Insurers and MAIC protect motorists by detecting and deterring fraud claims. 

Fraudulent claims increase premiums paid by all motorists

The CTP scheme relies on the honesty of claimants when they claim damages for injuries sustained in a motor vehicle accident. The Motor Accident Insurance Commission (MAIC) regularly undertakes prosecutions against persons who engage in dishonest conduct in the Queensland CTP scheme, with insurers playing a leading role in early detection of claim fraud. Their investigations underpin the evidentiary foundation for a successful MAIC prosecution. Members of the public can also contribute by reporting their observations and concerns about fraudulent behaviours in a claim.  

Fraud prosecutions serve as an effective enforcement tool for general deterrence in the scheme

The penalties imposed for committing a fraud offence need to reflect the seriousness of the offending to serve as a tangible deterrence for other like-minded people in the community. Importantly, the public contribute to the scheme, and without detection, the payment of fraudulent claims has the potential to lead to increased insurance premiums and diminishes public confidence in the scheme.

MAIC has secured criminal convictions and significant penalties against fraudulent claimants 

In a recent case example, the claimant’s signed claim form failed to disclose a relevant medical history that may have affected the extent of the disability, or damages claimed. When attending medical specialists for medical assessments, the claimant routinely denied having had any back or neck symptoms prior to the accident. During investigations, the insurer noted in medical records and medical attendances that the claimant had long standing neck and back pain issues.
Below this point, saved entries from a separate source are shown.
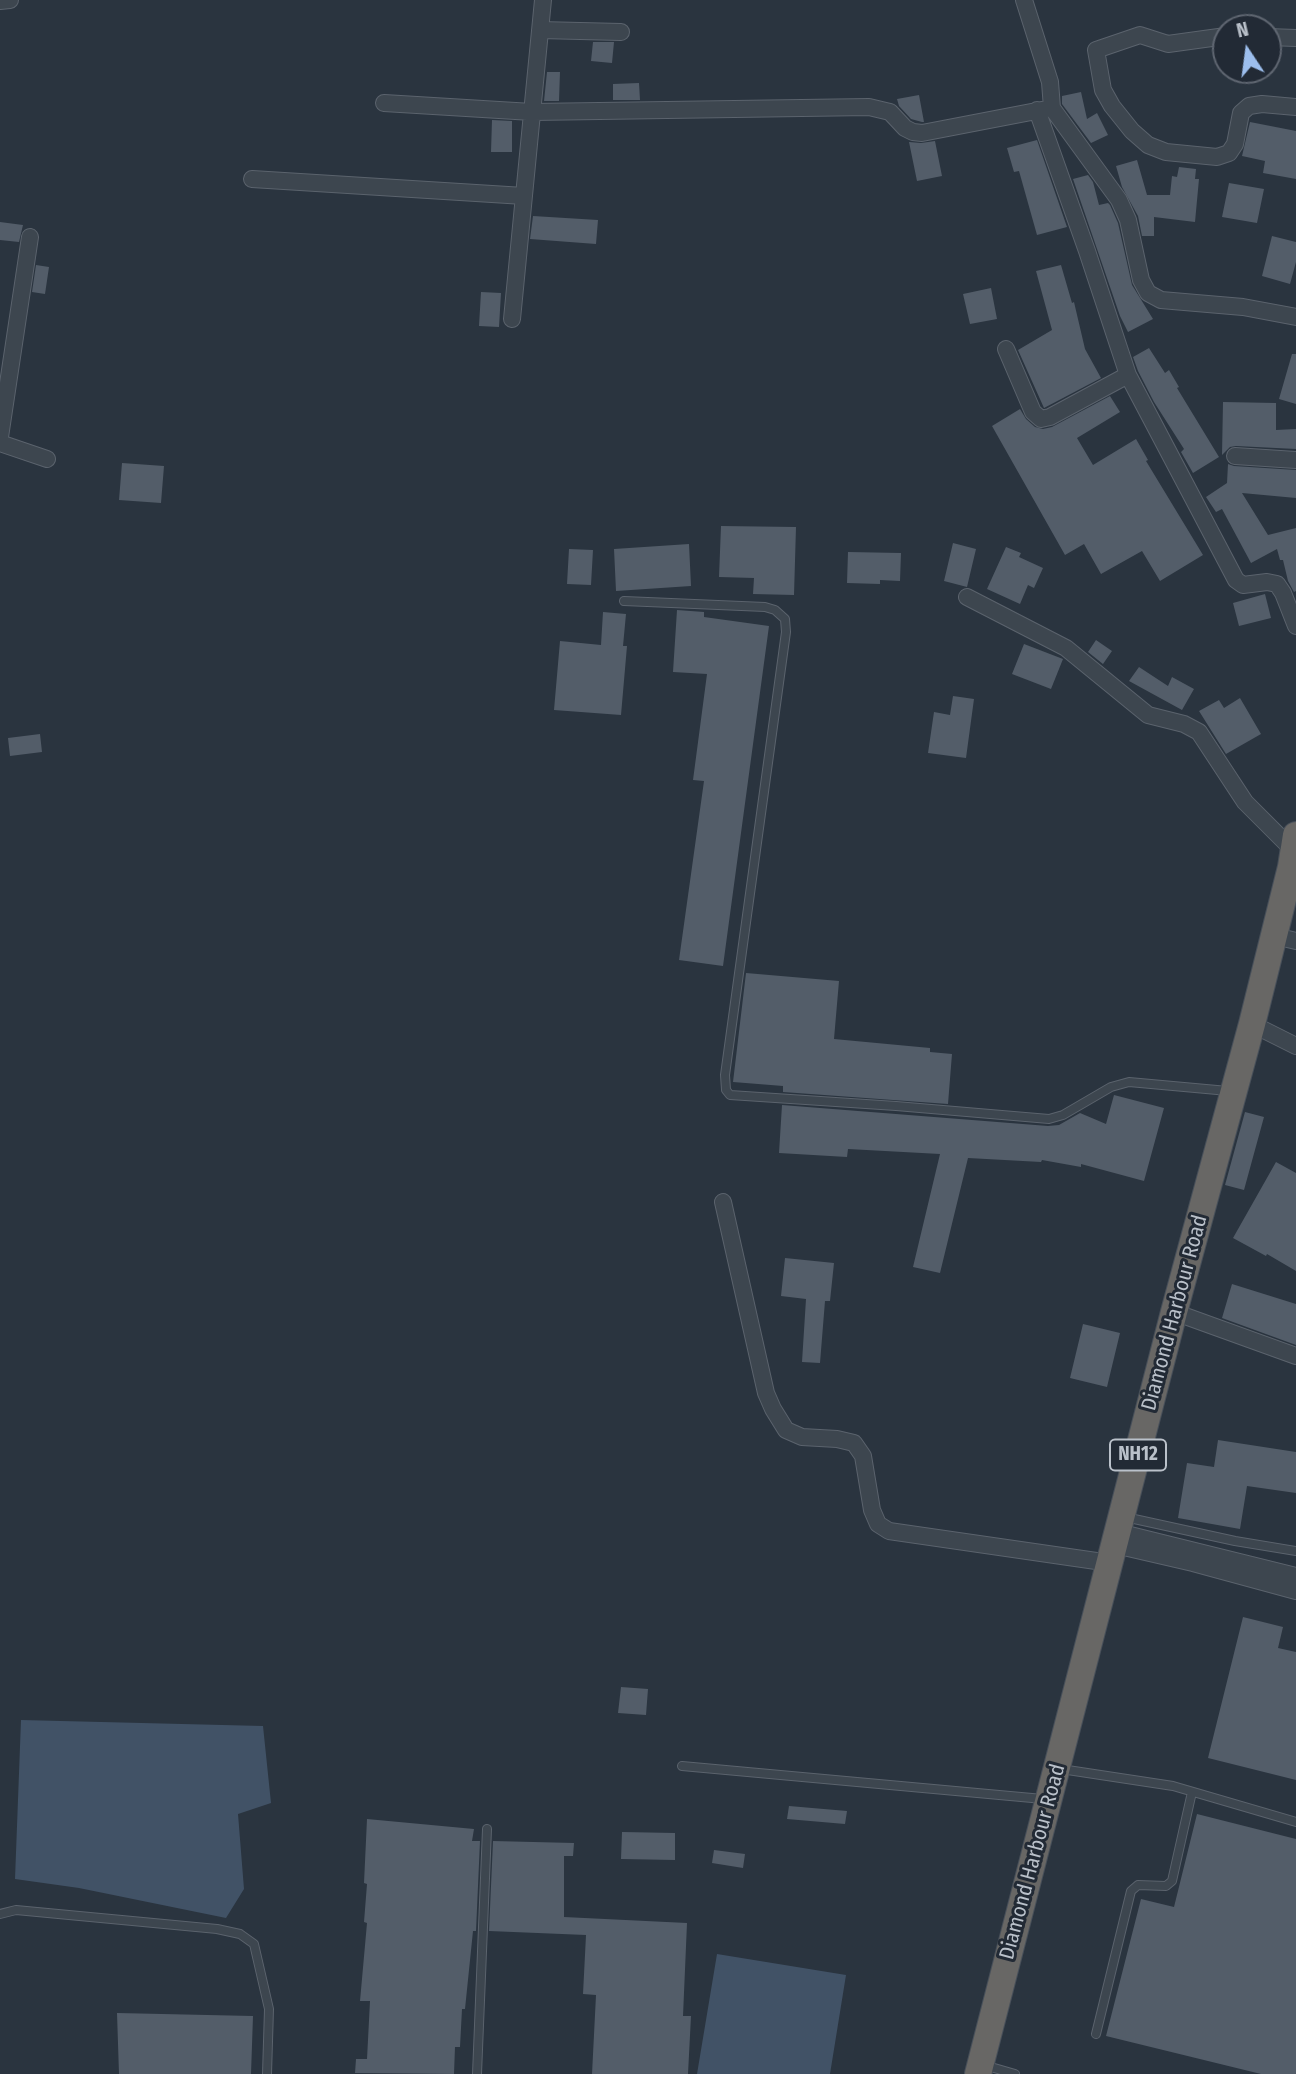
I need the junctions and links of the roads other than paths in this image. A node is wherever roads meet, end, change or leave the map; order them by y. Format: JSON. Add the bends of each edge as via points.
{"nodes":[{"id":1,"x":10,"y":0,"type":"edge"},
{"id":2,"x":542,"y":0,"type":"edge"},
{"id":3,"x":1024,"y":0,"type":"edge"},
{"id":4,"x":0,"y":1,"type":"edge"},
{"id":5,"x":540,"y":30,"type":"junction"},
{"id":6,"x":621,"y":32,"type":"dead end"},
{"id":7,"x":1212,"y":38,"type":"edge"},
{"id":8,"x":384,"y":103,"type":"dead end"},
{"id":9,"x":1296,"y":107,"type":"edge"},
{"id":10,"x":1044,"y":109,"type":"junction"},
{"id":11,"x":532,"y":112,"type":"junction"},
{"id":12,"x":252,"y":179,"type":"dead end"},
{"id":13,"x":524,"y":196,"type":"junction"},
{"id":14,"x":30,"y":237,"type":"dead end"},
{"id":15,"x":1296,"y":317,"type":"edge"},
{"id":16,"x":512,"y":319,"type":"dead end"},
{"id":17,"x":1006,"y":349,"type":"dead end"},
{"id":18,"x":1128,"y":374,"type":"junction"},
{"id":19,"x":0,"y":437,"type":"edge"},
{"id":20,"x":0,"y":443,"type":"edge"},
{"id":21,"x":1235,"y":456,"type":"dead end"},
{"id":22,"x":47,"y":459,"type":"dead end"},
{"id":23,"x":1296,"y":460,"type":"edge"},
{"id":24,"x":967,"y":597,"type":"dead end"},
{"id":25,"x":624,"y":601,"type":"dead end"},
{"id":26,"x":1296,"y":626,"type":"edge"},
{"id":27,"x":1295,"y":843,"type":"edge"},
{"id":28,"x":1285,"y":939,"type":"edge"},
{"id":29,"x":1252,"y":1024,"type":"junction"},
{"id":30,"x":1296,"y":1046,"type":"edge"},
{"id":31,"x":1234,"y":1092,"type":"junction"},
{"id":32,"x":723,"y":1202,"type":"dead end"},
{"id":33,"x":1174,"y":1312,"type":"junction"},
{"id":34,"x":1296,"y":1356,"type":"edge"},
{"id":35,"x":1116,"y":1539,"type":"junction"},
{"id":36,"x":1296,"y":1551,"type":"edge"},
{"id":37,"x":1296,"y":1576,"type":"edge"},
{"id":38,"x":1296,"y":1591,"type":"edge"},
{"id":39,"x":682,"y":1766,"type":"dead end"},
{"id":40,"x":1058,"y":1769,"type":"junction"},
{"id":41,"x":1192,"y":1792,"type":"junction"},
{"id":42,"x":1050,"y":1800,"type":"junction"},
{"id":43,"x":1296,"y":1822,"type":"edge"},
{"id":44,"x":487,"y":1829,"type":"dead end"},
{"id":45,"x":0,"y":1913,"type":"edge"},
{"id":46,"x":1096,"y":2034,"type":"dead end"},
{"id":47,"x":979,"y":2069,"type":"edge"},
{"id":48,"x":267,"y":2074,"type":"edge"},
{"id":49,"x":477,"y":2074,"type":"edge"},
{"id":50,"x":1015,"y":2074,"type":"edge"}],
"edges":[{"from":1,"to":4,"type":"street"},
{"from":2,"to":5,"type":"street"},
{"from":3,"to":10,"type":"street","via":[[1050,82]]},
{"from":5,"to":6,"type":"street"},
{"from":5,"to":11,"type":"street"},
{"from":7,"to":9,"type":"street","via":[[1168,44],[1140,36],[1096,50],[1103,90],[1132,131],[1148,145],[1166,152],[1217,157],[1235,144],[1241,113],[1249,106]]},
{"from":8,"to":11,"type":"street"},
{"from":10,"to":11,"type":"street","via":[[922,133],[905,128],[890,112],[869,107]]},
{"from":10,"to":15,"type":"street","via":[[1119,200],[1128,220],[1140,280],[1148,293],[1161,300]]},
{"from":10,"to":18,"type":"street"},
{"from":11,"to":13,"type":"street"},
{"from":12,"to":13,"type":"street"},
{"from":13,"to":16,"type":"street"},
{"from":14,"to":19,"type":"street"},
{"from":17,"to":18,"type":"street","via":[[1033,412],[1041,419]]},
{"from":18,"to":26,"type":"street","via":[[1236,580],[1243,585],[1277,584]]},
{"from":20,"to":22,"type":"street"},
{"from":21,"to":23,"type":"street"},
{"from":24,"to":27,"type":"street","via":[[1066,648],[1149,715],[1199,732],[1245,802]]},
{"from":25,"to":31,"type":"lane","via":[[765,607],[785,619],[725,1075],[730,1095],[1049,1118],[1129,1082]]},
{"from":27,"to":28,"type":"highway","name":"Diamond Harbour Road","number":"NH12"},
{"from":28,"to":29,"type":"highway","name":"Diamond Harbour Road","number":"NH12"},
{"from":29,"to":30,"type":"street"},
{"from":29,"to":31,"type":"highway","name":"Diamond Harbour Road","number":"NH12"},
{"from":31,"to":33,"type":"highway","name":"Diamond Harbour Road","number":"NH12"},
{"from":32,"to":35,"type":"street","via":[[773,1409],[786,1430],[802,1437],[854,1443],[863,1456],[878,1524],[889,1531]]},
{"from":33,"to":34,"type":"street"},
{"from":33,"to":35,"type":"highway","name":"Diamond Harbour Road","number":"NH12"},
{"from":35,"to":36,"type":"lane","via":[[1236,1541]]},
{"from":35,"to":37,"type":"street"},
{"from":35,"to":38,"type":"street"},
{"from":35,"to":40,"type":"highway","name":"Diamond Harbour Road","number":"NH12"},
{"from":39,"to":42,"type":"lane"},
{"from":40,"to":41,"type":"lane"},
{"from":40,"to":42,"type":"highway","name":"Diamond Harbour Road","number":"NH12"},
{"from":41,"to":43,"type":"lane"},
{"from":41,"to":46,"type":"lane","via":[[1172,1881],[1166,1886],[1138,1885],[1131,1891]]},
{"from":42,"to":47,"type":"highway","name":"Diamond Harbour Road","number":"NH12"},
{"from":44,"to":49,"type":"lane"},
{"from":45,"to":48,"type":"lane","via":[[16,1910],[240,1934],[254,1944],[269,2009]]},
{"from":47,"to":50,"type":"lane"}]}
Insurers submit quality referrals to MAIC that lead to successful prosecutions   

The insurer referred the matter to MAIC to consider a potential fraud prosecution because on evidence it was clear that the claimant knew the representations made to medical practitioners were false. MAIC, after considering sufficiency of evidence and public interest, charged the claimant with an offence against the Motor Accident Insurance Act 1994 for attempting to defraud the insurer.

Criminal convictions and penalties against offenders send a strong message

The claimant pleaded guilty to the attempted fraud charge in the Brisbane Magistrates Court and was sentenced to 12 months’ imprisonment, wholly suspended for an operational period of two years.  A conviction was recorded, and the claimant ordered to pay $30,000.00 in costs to MAIC. The Magistrate strongly criticised the dishonest conduct of the claimant and for delaying the guilty plea. His Honour, during sentencing, remarked that if it was not for the fact that the defendant had no criminal history, he would have considered an actual term of imprisonment.